**Problem details:** Each line from the one holding "I need the junctions and links of the" through the final line of the data below is to be given again exactly, and no other line is to appear.

---------- Material supplied

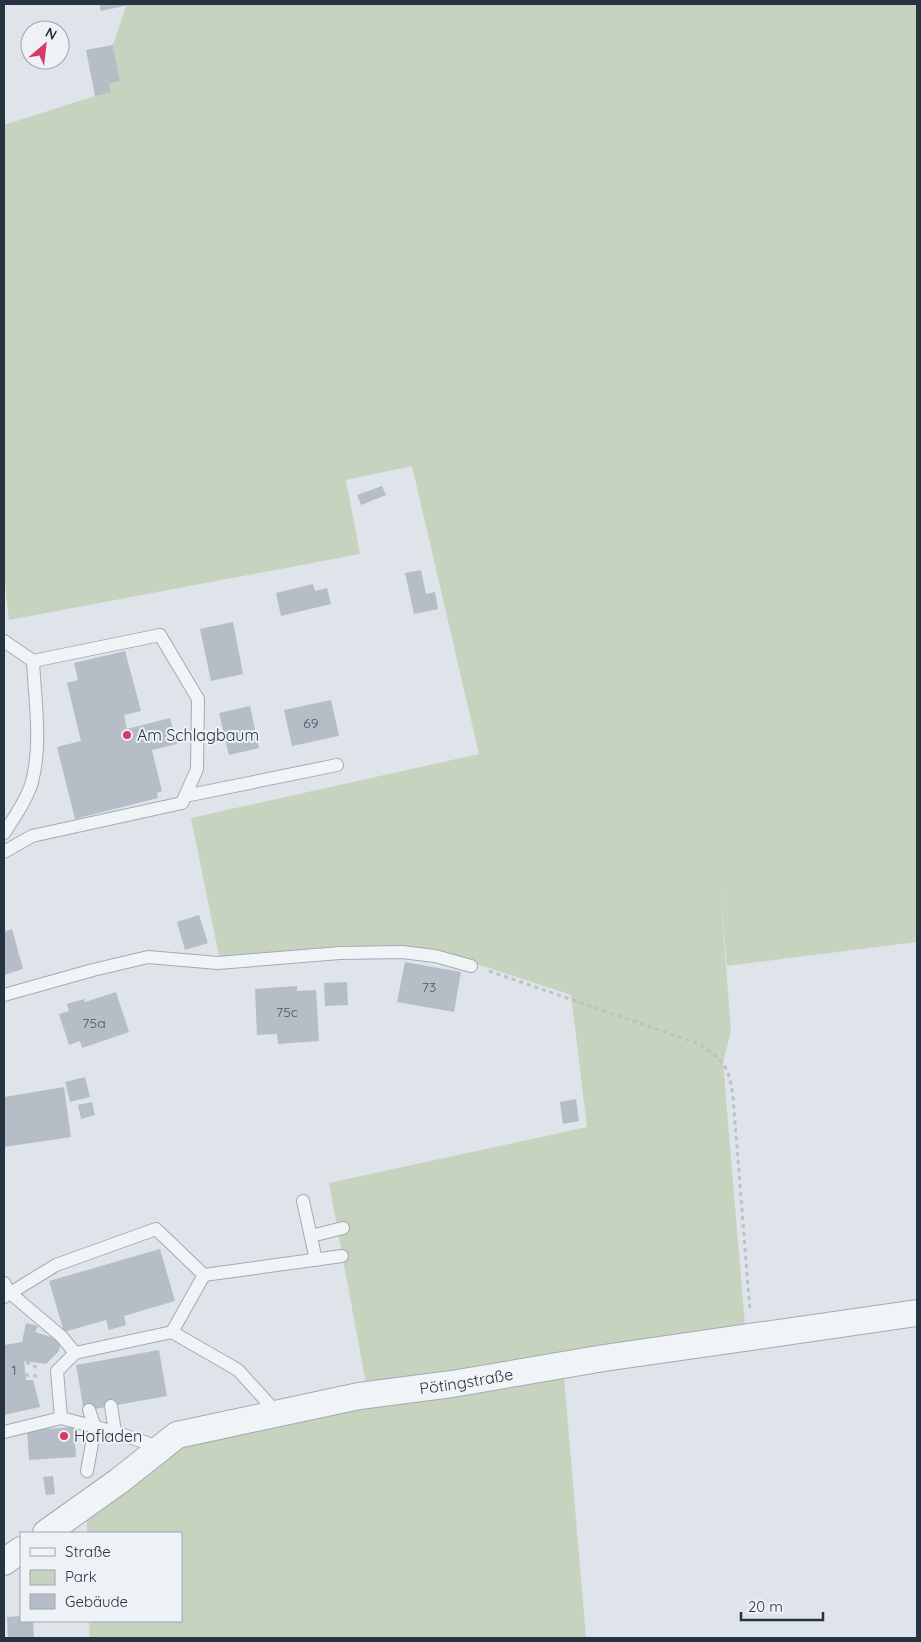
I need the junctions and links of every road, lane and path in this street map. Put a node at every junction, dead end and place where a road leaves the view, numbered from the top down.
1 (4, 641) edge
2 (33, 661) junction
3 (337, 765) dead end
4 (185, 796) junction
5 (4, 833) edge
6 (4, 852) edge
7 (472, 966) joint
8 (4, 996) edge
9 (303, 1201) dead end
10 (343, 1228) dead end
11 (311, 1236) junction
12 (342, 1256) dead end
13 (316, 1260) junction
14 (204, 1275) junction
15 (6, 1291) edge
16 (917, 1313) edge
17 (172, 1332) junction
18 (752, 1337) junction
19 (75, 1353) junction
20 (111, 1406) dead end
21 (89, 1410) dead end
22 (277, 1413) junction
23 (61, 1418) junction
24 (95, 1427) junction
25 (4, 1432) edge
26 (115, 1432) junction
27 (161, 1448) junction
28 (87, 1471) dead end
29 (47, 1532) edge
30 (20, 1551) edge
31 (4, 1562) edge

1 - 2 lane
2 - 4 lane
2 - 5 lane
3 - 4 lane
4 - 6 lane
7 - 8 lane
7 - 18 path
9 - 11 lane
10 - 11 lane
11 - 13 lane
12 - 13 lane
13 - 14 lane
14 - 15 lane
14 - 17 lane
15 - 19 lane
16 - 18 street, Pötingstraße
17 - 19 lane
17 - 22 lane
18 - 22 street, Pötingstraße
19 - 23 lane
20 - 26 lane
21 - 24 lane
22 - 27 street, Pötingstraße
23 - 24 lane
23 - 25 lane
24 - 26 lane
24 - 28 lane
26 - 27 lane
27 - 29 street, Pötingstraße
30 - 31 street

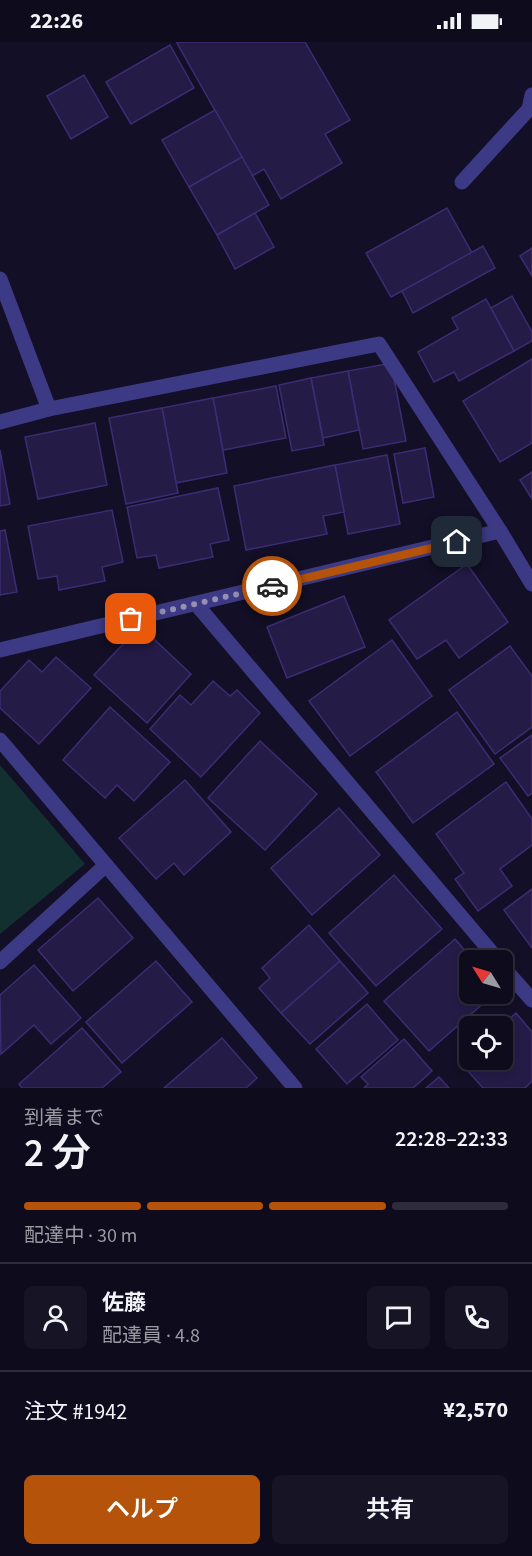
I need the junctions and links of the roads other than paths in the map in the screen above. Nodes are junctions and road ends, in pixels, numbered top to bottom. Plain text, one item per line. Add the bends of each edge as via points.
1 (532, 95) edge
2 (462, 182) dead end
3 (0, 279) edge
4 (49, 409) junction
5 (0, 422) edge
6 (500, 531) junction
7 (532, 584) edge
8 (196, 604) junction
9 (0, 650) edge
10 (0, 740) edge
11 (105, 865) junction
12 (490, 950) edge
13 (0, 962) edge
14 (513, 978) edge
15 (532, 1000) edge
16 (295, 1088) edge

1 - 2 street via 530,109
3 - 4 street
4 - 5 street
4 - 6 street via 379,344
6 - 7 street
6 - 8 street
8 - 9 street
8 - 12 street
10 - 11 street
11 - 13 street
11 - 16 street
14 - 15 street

--------------------

**Solution to this task:**
I need the junctions and links of the roads other than paths in the map in the screen above. Nodes are junctions and road ends, in pixels, numbered top to bottom. Plain text, one item per line. Add the bends of each edge as via points.
1 (532, 95) edge
2 (462, 182) dead end
3 (0, 279) edge
4 (49, 409) junction
5 (0, 422) edge
6 (500, 531) junction
7 (532, 584) edge
8 (196, 604) junction
9 (0, 650) edge
10 (0, 740) edge
11 (105, 865) junction
12 (490, 950) edge
13 (0, 962) edge
14 (513, 978) edge
15 (532, 1000) edge
16 (295, 1088) edge

1 - 2 street via 530,109
3 - 4 street
4 - 5 street
4 - 6 street via 379,344
6 - 7 street
6 - 8 street
8 - 9 street
8 - 12 street
10 - 11 street
11 - 13 street
11 - 16 street
14 - 15 street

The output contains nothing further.